Il poeta libanese Gibran Jalil ha scritto una poesia intitolata “Children” per esprimere con nostalgia che i bambini crescono velocemente e prima o poi lasceranno la casa dei genitori, come hanno fatto loro stessi. È un testo emozionante e letto in tutto il mondo.

 

 

Isabel Allende, "Paula"

La scrittrice cilena scrisse "Paula" quando sua figlia, omonima, cadde in coma all'età di 28 anni, nel dicembre 1991. Nel libro, l'autrice racconta la storia della sua famiglia mentre viveva l'agonia che si conclude con la morte di sua figlia.

Mario Benedetti, "Un prigioniero che guarda suo figlio"
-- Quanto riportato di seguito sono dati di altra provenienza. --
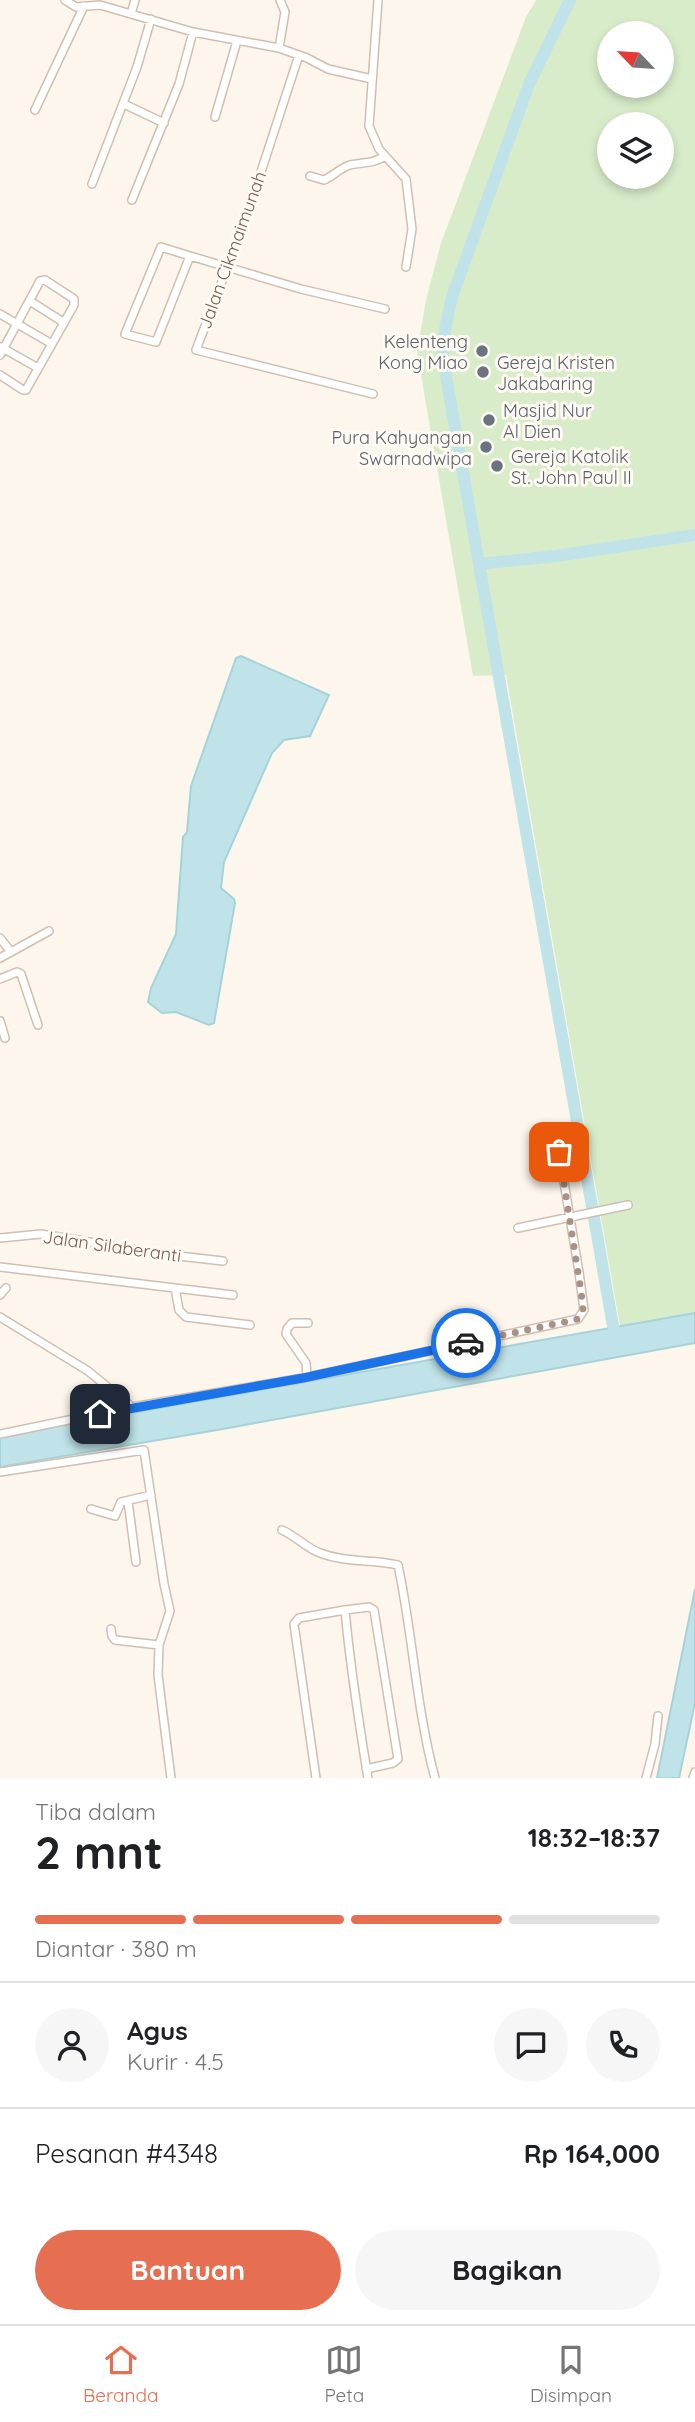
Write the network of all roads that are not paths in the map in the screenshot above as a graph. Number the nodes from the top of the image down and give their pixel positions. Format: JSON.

Questo autore uruguaiano (1920-2009) ha scritto la serie "13 uomini che guardano" da cui emerge "Un uomo in prigione che guarda suo figlio", la spiegazione di un uomo imprigionato per le sue idee politiche. 

 

 

Benito Juárez, "Note per i miei figli"

Il presidente del Messico (dal 1858 al 1872) ha scritto il testo autobiografico "Note per i miei figli" come eredità per i loro discendenti. Il testo racconta cronologicamente le esperienze della sua amministrazione come governatore di Oaxaca e poi come presidente del Messico.

Salman Rushdie, "Harún e il mare delle storie"

L'autore perseguitato di "Versetti satanici" ha scritto nel 1991 "Harún e il mare delle storie", una storia per bambini dedicata al figlio maggiore. L'autore racconta come il miglior narratore di Alifbay sia a corto di storie che portano gioia agli abitanti. Per questo motivo, suo figlio Harún decide di aiutarlo a scoprire dove sono finite queste storie.